--- RAW DATA ---

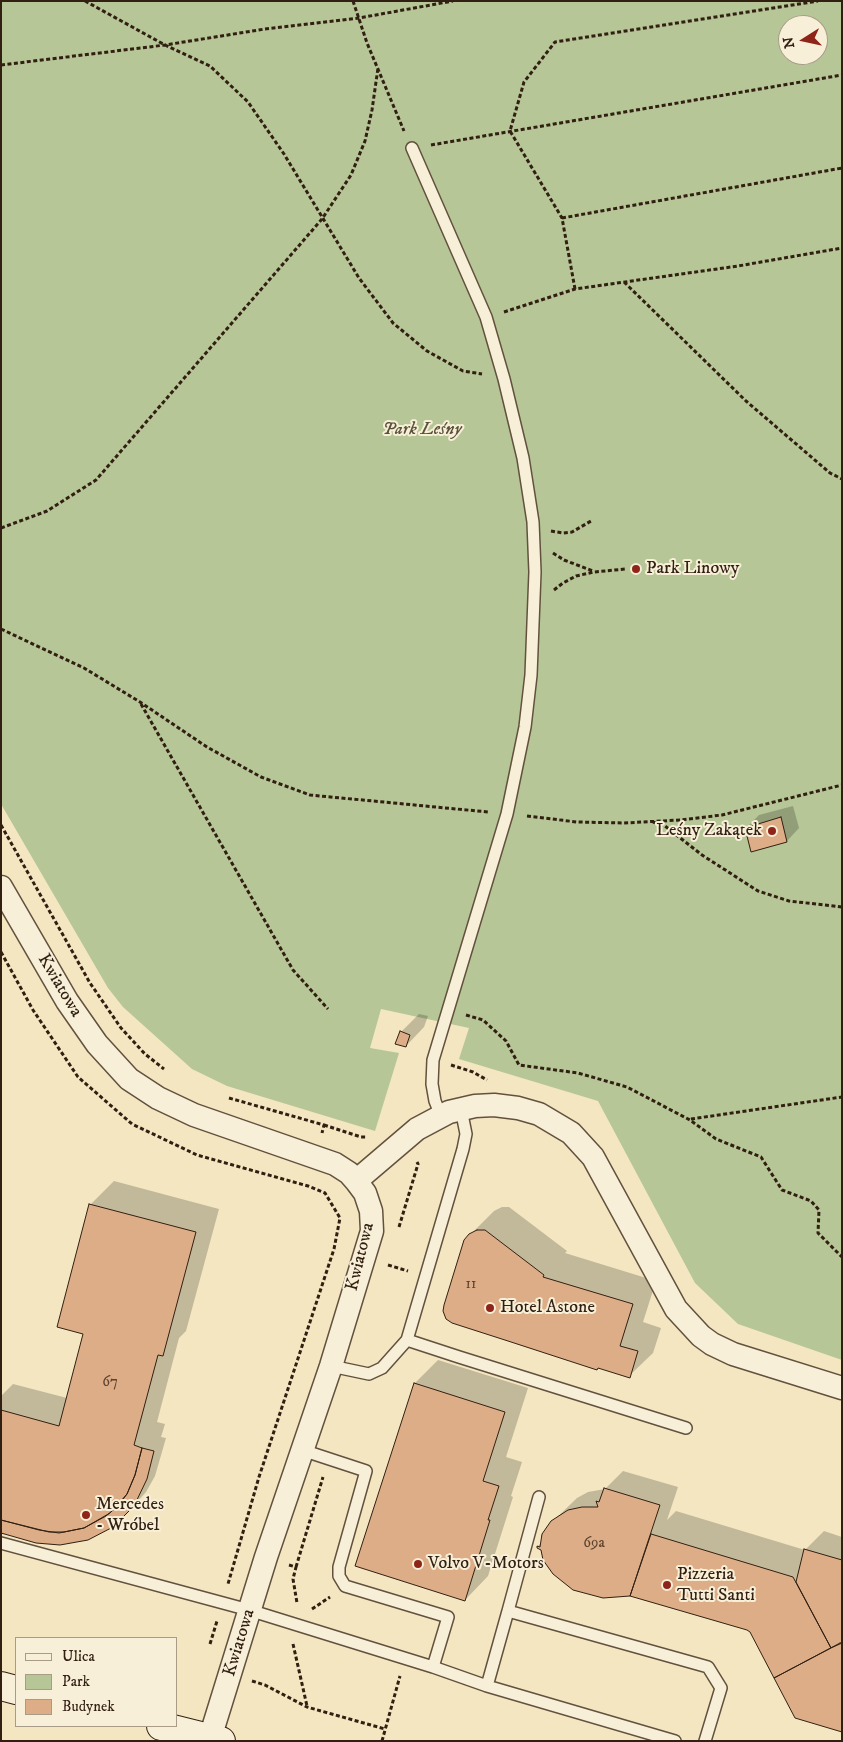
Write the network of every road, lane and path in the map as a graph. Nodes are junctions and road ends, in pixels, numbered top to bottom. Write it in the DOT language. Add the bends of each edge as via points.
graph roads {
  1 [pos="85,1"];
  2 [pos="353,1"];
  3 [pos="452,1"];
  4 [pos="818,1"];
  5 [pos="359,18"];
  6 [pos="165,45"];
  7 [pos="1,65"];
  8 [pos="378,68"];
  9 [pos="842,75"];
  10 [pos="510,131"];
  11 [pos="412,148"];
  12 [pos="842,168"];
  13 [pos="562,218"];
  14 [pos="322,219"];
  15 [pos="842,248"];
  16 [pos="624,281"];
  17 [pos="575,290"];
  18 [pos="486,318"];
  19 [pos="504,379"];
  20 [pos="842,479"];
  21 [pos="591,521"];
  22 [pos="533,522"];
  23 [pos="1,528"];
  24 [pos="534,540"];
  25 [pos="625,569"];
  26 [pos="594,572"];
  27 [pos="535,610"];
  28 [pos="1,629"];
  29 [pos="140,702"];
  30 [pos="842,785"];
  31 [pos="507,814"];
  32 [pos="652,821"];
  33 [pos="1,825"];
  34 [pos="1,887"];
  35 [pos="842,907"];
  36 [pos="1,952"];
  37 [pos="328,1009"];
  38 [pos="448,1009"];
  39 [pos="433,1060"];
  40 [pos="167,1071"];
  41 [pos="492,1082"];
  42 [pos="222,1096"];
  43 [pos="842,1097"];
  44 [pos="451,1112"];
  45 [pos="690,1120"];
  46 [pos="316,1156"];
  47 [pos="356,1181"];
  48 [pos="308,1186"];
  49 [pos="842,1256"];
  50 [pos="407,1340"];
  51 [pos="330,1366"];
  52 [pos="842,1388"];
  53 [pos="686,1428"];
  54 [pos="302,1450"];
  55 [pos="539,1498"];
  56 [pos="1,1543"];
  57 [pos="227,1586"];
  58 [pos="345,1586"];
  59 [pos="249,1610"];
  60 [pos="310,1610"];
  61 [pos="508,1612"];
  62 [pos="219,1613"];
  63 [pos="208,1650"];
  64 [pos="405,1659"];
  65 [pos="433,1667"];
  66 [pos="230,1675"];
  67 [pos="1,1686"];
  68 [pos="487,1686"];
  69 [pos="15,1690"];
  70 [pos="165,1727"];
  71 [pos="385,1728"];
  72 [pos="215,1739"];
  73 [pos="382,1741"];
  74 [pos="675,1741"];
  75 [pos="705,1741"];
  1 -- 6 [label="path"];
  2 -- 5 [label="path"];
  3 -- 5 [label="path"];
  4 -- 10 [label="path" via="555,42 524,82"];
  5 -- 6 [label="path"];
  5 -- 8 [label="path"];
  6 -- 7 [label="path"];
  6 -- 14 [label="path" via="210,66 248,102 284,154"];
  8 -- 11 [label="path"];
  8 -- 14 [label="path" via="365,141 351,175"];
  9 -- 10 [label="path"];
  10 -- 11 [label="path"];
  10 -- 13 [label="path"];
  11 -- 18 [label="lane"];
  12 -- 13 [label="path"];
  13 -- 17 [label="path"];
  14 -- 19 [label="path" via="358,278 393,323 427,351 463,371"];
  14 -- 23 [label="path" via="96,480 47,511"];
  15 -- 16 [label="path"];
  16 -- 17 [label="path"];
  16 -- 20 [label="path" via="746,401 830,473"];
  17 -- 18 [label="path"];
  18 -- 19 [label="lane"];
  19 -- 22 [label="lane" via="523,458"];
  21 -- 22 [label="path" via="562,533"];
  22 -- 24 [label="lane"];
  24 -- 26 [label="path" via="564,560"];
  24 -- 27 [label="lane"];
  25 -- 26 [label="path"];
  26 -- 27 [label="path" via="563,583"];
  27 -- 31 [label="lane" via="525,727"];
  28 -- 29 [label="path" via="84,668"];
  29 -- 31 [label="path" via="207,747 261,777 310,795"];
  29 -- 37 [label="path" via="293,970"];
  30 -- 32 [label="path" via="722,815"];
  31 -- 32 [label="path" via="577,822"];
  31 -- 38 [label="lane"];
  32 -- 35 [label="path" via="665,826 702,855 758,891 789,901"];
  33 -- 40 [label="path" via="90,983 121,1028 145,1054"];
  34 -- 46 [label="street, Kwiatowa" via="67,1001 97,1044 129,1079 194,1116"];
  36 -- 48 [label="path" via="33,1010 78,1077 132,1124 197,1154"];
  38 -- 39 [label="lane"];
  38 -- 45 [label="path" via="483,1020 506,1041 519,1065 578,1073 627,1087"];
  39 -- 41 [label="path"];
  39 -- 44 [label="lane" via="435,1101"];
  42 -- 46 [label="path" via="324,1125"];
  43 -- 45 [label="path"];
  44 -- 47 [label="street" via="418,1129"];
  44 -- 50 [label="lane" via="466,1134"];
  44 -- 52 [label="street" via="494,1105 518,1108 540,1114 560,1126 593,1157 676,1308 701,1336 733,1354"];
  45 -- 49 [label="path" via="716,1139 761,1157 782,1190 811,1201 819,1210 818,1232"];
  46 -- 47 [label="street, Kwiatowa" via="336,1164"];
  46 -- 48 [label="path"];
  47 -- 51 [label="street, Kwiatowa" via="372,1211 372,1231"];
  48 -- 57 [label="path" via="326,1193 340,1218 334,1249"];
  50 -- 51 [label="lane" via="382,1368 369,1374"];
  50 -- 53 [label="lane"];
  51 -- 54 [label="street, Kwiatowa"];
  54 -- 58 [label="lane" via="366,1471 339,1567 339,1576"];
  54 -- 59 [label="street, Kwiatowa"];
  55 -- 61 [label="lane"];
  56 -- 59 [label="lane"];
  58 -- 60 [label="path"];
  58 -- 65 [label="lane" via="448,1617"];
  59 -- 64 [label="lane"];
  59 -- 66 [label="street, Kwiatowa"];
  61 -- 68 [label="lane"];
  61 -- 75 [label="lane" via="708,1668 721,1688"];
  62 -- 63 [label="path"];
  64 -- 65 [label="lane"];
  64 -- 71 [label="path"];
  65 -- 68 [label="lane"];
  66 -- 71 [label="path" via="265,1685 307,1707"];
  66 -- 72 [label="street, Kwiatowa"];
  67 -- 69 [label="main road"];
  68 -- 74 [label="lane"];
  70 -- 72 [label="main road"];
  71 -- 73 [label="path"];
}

---

--- EXERCISE ---
Pictures stay out of the copy, while everything else in the records above goes in exactly as written.

--- ANSWER SPACE ---
Write the network of every road, lane and path in the map as a graph. Nodes are junctions and road ends, in pixels, numbered top to bottom. Write it in the DOT language. Add the bends of each edge as via points.
graph roads {
  1 [pos="85,1"];
  2 [pos="353,1"];
  3 [pos="452,1"];
  4 [pos="818,1"];
  5 [pos="359,18"];
  6 [pos="165,45"];
  7 [pos="1,65"];
  8 [pos="378,68"];
  9 [pos="842,75"];
  10 [pos="510,131"];
  11 [pos="412,148"];
  12 [pos="842,168"];
  13 [pos="562,218"];
  14 [pos="322,219"];
  15 [pos="842,248"];
  16 [pos="624,281"];
  17 [pos="575,290"];
  18 [pos="486,318"];
  19 [pos="504,379"];
  20 [pos="842,479"];
  21 [pos="591,521"];
  22 [pos="533,522"];
  23 [pos="1,528"];
  24 [pos="534,540"];
  25 [pos="625,569"];
  26 [pos="594,572"];
  27 [pos="535,610"];
  28 [pos="1,629"];
  29 [pos="140,702"];
  30 [pos="842,785"];
  31 [pos="507,814"];
  32 [pos="652,821"];
  33 [pos="1,825"];
  34 [pos="1,887"];
  35 [pos="842,907"];
  36 [pos="1,952"];
  37 [pos="328,1009"];
  38 [pos="448,1009"];
  39 [pos="433,1060"];
  40 [pos="167,1071"];
  41 [pos="492,1082"];
  42 [pos="222,1096"];
  43 [pos="842,1097"];
  44 [pos="451,1112"];
  45 [pos="690,1120"];
  46 [pos="316,1156"];
  47 [pos="356,1181"];
  48 [pos="308,1186"];
  49 [pos="842,1256"];
  50 [pos="407,1340"];
  51 [pos="330,1366"];
  52 [pos="842,1388"];
  53 [pos="686,1428"];
  54 [pos="302,1450"];
  55 [pos="539,1498"];
  56 [pos="1,1543"];
  57 [pos="227,1586"];
  58 [pos="345,1586"];
  59 [pos="249,1610"];
  60 [pos="310,1610"];
  61 [pos="508,1612"];
  62 [pos="219,1613"];
  63 [pos="208,1650"];
  64 [pos="405,1659"];
  65 [pos="433,1667"];
  66 [pos="230,1675"];
  67 [pos="1,1686"];
  68 [pos="487,1686"];
  69 [pos="15,1690"];
  70 [pos="165,1727"];
  71 [pos="385,1728"];
  72 [pos="215,1739"];
  73 [pos="382,1741"];
  74 [pos="675,1741"];
  75 [pos="705,1741"];
  1 -- 6 [label="path"];
  2 -- 5 [label="path"];
  3 -- 5 [label="path"];
  4 -- 10 [label="path" via="555,42 524,82"];
  5 -- 6 [label="path"];
  5 -- 8 [label="path"];
  6 -- 7 [label="path"];
  6 -- 14 [label="path" via="210,66 248,102 284,154"];
  8 -- 11 [label="path"];
  8 -- 14 [label="path" via="365,141 351,175"];
  9 -- 10 [label="path"];
  10 -- 11 [label="path"];
  10 -- 13 [label="path"];
  11 -- 18 [label="lane"];
  12 -- 13 [label="path"];
  13 -- 17 [label="path"];
  14 -- 19 [label="path" via="358,278 393,323 427,351 463,371"];
  14 -- 23 [label="path" via="96,480 47,511"];
  15 -- 16 [label="path"];
  16 -- 17 [label="path"];
  16 -- 20 [label="path" via="746,401 830,473"];
  17 -- 18 [label="path"];
  18 -- 19 [label="lane"];
  19 -- 22 [label="lane" via="523,458"];
  21 -- 22 [label="path" via="562,533"];
  22 -- 24 [label="lane"];
  24 -- 26 [label="path" via="564,560"];
  24 -- 27 [label="lane"];
  25 -- 26 [label="path"];
  26 -- 27 [label="path" via="563,583"];
  27 -- 31 [label="lane" via="525,727"];
  28 -- 29 [label="path" via="84,668"];
  29 -- 31 [label="path" via="207,747 261,777 310,795"];
  29 -- 37 [label="path" via="293,970"];
  30 -- 32 [label="path" via="722,815"];
  31 -- 32 [label="path" via="577,822"];
  31 -- 38 [label="lane"];
  32 -- 35 [label="path" via="665,826 702,855 758,891 789,901"];
  33 -- 40 [label="path" via="90,983 121,1028 145,1054"];
  34 -- 46 [label="street, Kwiatowa" via="67,1001 97,1044 129,1079 194,1116"];
  36 -- 48 [label="path" via="33,1010 78,1077 132,1124 197,1154"];
  38 -- 39 [label="lane"];
  38 -- 45 [label="path" via="483,1020 506,1041 519,1065 578,1073 627,1087"];
  39 -- 41 [label="path"];
  39 -- 44 [label="lane" via="435,1101"];
  42 -- 46 [label="path" via="324,1125"];
  43 -- 45 [label="path"];
  44 -- 47 [label="street" via="418,1129"];
  44 -- 50 [label="lane" via="466,1134"];
  44 -- 52 [label="street" via="494,1105 518,1108 540,1114 560,1126 593,1157 676,1308 701,1336 733,1354"];
  45 -- 49 [label="path" via="716,1139 761,1157 782,1190 811,1201 819,1210 818,1232"];
  46 -- 47 [label="street, Kwiatowa" via="336,1164"];
  46 -- 48 [label="path"];
  47 -- 51 [label="street, Kwiatowa" via="372,1211 372,1231"];
  48 -- 57 [label="path" via="326,1193 340,1218 334,1249"];
  50 -- 51 [label="lane" via="382,1368 369,1374"];
  50 -- 53 [label="lane"];
  51 -- 54 [label="street, Kwiatowa"];
  54 -- 58 [label="lane" via="366,1471 339,1567 339,1576"];
  54 -- 59 [label="street, Kwiatowa"];
  55 -- 61 [label="lane"];
  56 -- 59 [label="lane"];
  58 -- 60 [label="path"];
  58 -- 65 [label="lane" via="448,1617"];
  59 -- 64 [label="lane"];
  59 -- 66 [label="street, Kwiatowa"];
  61 -- 68 [label="lane"];
  61 -- 75 [label="lane" via="708,1668 721,1688"];
  62 -- 63 [label="path"];
  64 -- 65 [label="lane"];
  64 -- 71 [label="path"];
  65 -- 68 [label="lane"];
  66 -- 71 [label="path" via="265,1685 307,1707"];
  66 -- 72 [label="street, Kwiatowa"];
  67 -- 69 [label="main road"];
  68 -- 74 [label="lane"];
  70 -- 72 [label="main road"];
  71 -- 73 [label="path"];
}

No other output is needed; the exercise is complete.